Print out all the records, word for word.

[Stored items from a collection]
##########
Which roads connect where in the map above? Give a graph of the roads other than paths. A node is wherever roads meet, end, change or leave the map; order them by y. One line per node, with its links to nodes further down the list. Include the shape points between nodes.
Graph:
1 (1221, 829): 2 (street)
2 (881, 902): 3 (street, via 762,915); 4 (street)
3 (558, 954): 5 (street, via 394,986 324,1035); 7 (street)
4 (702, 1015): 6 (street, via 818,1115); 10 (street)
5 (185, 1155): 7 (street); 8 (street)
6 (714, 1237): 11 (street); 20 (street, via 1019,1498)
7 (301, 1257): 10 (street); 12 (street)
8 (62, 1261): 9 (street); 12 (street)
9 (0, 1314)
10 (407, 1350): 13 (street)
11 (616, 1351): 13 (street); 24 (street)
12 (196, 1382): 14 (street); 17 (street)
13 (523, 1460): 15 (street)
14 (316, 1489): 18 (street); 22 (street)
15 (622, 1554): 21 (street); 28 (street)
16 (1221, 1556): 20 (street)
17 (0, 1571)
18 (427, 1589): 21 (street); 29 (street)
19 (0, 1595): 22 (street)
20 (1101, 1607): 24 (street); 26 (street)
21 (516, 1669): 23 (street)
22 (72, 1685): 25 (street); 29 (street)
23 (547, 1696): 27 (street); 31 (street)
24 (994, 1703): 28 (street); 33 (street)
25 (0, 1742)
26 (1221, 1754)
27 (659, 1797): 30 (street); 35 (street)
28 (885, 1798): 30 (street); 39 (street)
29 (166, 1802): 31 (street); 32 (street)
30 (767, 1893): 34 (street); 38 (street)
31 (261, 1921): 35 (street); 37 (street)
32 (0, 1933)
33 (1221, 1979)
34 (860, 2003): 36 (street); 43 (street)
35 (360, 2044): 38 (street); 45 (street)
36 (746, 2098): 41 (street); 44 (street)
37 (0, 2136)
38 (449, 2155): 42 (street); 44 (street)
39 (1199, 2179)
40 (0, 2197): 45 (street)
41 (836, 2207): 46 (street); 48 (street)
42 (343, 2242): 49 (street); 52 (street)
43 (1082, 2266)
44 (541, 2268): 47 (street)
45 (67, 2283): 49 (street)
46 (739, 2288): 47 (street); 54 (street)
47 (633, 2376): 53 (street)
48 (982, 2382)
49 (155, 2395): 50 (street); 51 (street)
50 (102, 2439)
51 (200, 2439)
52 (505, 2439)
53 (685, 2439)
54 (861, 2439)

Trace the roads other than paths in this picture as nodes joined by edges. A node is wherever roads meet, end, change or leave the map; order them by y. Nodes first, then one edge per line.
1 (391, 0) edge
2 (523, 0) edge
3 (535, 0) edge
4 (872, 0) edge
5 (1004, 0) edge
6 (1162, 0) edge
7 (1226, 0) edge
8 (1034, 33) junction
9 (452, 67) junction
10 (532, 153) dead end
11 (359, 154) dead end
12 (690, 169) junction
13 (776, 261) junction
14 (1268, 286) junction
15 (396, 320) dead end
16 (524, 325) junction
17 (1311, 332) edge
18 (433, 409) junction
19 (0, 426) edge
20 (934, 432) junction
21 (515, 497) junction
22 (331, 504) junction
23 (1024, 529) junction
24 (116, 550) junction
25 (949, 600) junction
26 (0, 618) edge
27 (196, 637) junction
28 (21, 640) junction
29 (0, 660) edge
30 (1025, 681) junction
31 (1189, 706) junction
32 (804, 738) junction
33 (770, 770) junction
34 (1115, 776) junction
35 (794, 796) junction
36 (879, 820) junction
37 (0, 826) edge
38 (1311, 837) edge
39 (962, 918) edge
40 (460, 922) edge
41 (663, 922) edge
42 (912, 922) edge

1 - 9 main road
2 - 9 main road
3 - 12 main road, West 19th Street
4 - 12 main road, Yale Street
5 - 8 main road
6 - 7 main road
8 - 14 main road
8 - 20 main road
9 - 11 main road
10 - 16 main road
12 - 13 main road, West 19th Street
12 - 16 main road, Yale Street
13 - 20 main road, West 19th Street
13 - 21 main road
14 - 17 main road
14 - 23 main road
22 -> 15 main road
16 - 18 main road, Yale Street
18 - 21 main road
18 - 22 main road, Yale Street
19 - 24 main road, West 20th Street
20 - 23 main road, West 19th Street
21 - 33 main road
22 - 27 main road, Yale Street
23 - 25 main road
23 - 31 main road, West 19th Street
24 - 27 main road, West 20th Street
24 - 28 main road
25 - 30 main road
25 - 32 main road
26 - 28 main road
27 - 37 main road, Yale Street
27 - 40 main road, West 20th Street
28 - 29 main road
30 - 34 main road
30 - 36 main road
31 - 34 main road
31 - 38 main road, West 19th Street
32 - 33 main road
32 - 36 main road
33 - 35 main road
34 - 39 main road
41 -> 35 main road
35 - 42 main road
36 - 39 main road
##########
RESULT OF THE TASK |
Which roads connect where in the map above? Give a graph of the roads other than paths. A node is wherever roads meet, end, change or leave the map; order them by y. One line per node, with its links to nodes further down the list. Include the shape points between nodes.
Graph:
1 (1221, 829): 2 (street)
2 (881, 902): 3 (street, via 762,915); 4 (street)
3 (558, 954): 5 (street, via 394,986 324,1035); 7 (street)
4 (702, 1015): 6 (street, via 818,1115); 10 (street)
5 (185, 1155): 7 (street); 8 (street)
6 (714, 1237): 11 (street); 20 (street, via 1019,1498)
7 (301, 1257): 10 (street); 12 (street)
8 (62, 1261): 9 (street); 12 (street)
9 (0, 1314)
10 (407, 1350): 13 (street)
11 (616, 1351): 13 (street); 24 (street)
12 (196, 1382): 14 (street); 17 (street)
13 (523, 1460): 15 (street)
14 (316, 1489): 18 (street); 22 (street)
15 (622, 1554): 21 (street); 28 (street)
16 (1221, 1556): 20 (street)
17 (0, 1571)
18 (427, 1589): 21 (street); 29 (street)
19 (0, 1595): 22 (street)
20 (1101, 1607): 24 (street); 26 (street)
21 (516, 1669): 23 (street)
22 (72, 1685): 25 (street); 29 (street)
23 (547, 1696): 27 (street); 31 (street)
24 (994, 1703): 28 (street); 33 (street)
25 (0, 1742)
26 (1221, 1754)
27 (659, 1797): 30 (street); 35 (street)
28 (885, 1798): 30 (street); 39 (street)
29 (166, 1802): 31 (street); 32 (street)
30 (767, 1893): 34 (street); 38 (street)
31 (261, 1921): 35 (street); 37 (street)
32 (0, 1933)
33 (1221, 1979)
34 (860, 2003): 36 (street); 43 (street)
35 (360, 2044): 38 (street); 45 (street)
36 (746, 2098): 41 (street); 44 (street)
37 (0, 2136)
38 (449, 2155): 42 (street); 44 (street)
39 (1199, 2179)
40 (0, 2197): 45 (street)
41 (836, 2207): 46 (street); 48 (street)
42 (343, 2242): 49 (street); 52 (street)
43 (1082, 2266)
44 (541, 2268): 47 (street)
45 (67, 2283): 49 (street)
46 (739, 2288): 47 (street); 54 (street)
47 (633, 2376): 53 (street)
48 (982, 2382)
49 (155, 2395): 50 (street); 51 (street)
50 (102, 2439)
51 (200, 2439)
52 (505, 2439)
53 (685, 2439)
54 (861, 2439)

Trace the roads other than paths in this picture as nodes joined by edges. A node is wherever roads meet, end, change or leave the map; order them by y. Nodes first, then one edge per line.
1 (391, 0) edge
2 (523, 0) edge
3 (535, 0) edge
4 (872, 0) edge
5 (1004, 0) edge
6 (1162, 0) edge
7 (1226, 0) edge
8 (1034, 33) junction
9 (452, 67) junction
10 (532, 153) dead end
11 (359, 154) dead end
12 (690, 169) junction
13 (776, 261) junction
14 (1268, 286) junction
15 (396, 320) dead end
16 (524, 325) junction
17 (1311, 332) edge
18 (433, 409) junction
19 (0, 426) edge
20 (934, 432) junction
21 (515, 497) junction
22 (331, 504) junction
23 (1024, 529) junction
24 (116, 550) junction
25 (949, 600) junction
26 (0, 618) edge
27 (196, 637) junction
28 (21, 640) junction
29 (0, 660) edge
30 (1025, 681) junction
31 (1189, 706) junction
32 (804, 738) junction
33 (770, 770) junction
34 (1115, 776) junction
35 (794, 796) junction
36 (879, 820) junction
37 (0, 826) edge
38 (1311, 837) edge
39 (962, 918) edge
40 (460, 922) edge
41 (663, 922) edge
42 (912, 922) edge

1 - 9 main road
2 - 9 main road
3 - 12 main road, West 19th Street
4 - 12 main road, Yale Street
5 - 8 main road
6 - 7 main road
8 - 14 main road
8 - 20 main road
9 - 11 main road
10 - 16 main road
12 - 13 main road, West 19th Street
12 - 16 main road, Yale Street
13 - 20 main road, West 19th Street
13 - 21 main road
14 - 17 main road
14 - 23 main road
22 -> 15 main road
16 - 18 main road, Yale Street
18 - 21 main road
18 - 22 main road, Yale Street
19 - 24 main road, West 20th Street
20 - 23 main road, West 19th Street
21 - 33 main road
22 - 27 main road, Yale Street
23 - 25 main road
23 - 31 main road, West 19th Street
24 - 27 main road, West 20th Street
24 - 28 main road
25 - 30 main road
25 - 32 main road
26 - 28 main road
27 - 37 main road, Yale Street
27 - 40 main road, West 20th Street
28 - 29 main road
30 - 34 main road
30 - 36 main road
31 - 34 main road
31 - 38 main road, West 19th Street
32 - 33 main road
32 - 36 main road
33 - 35 main road
34 - 39 main road
41 -> 35 main road
35 - 42 main road
36 - 39 main road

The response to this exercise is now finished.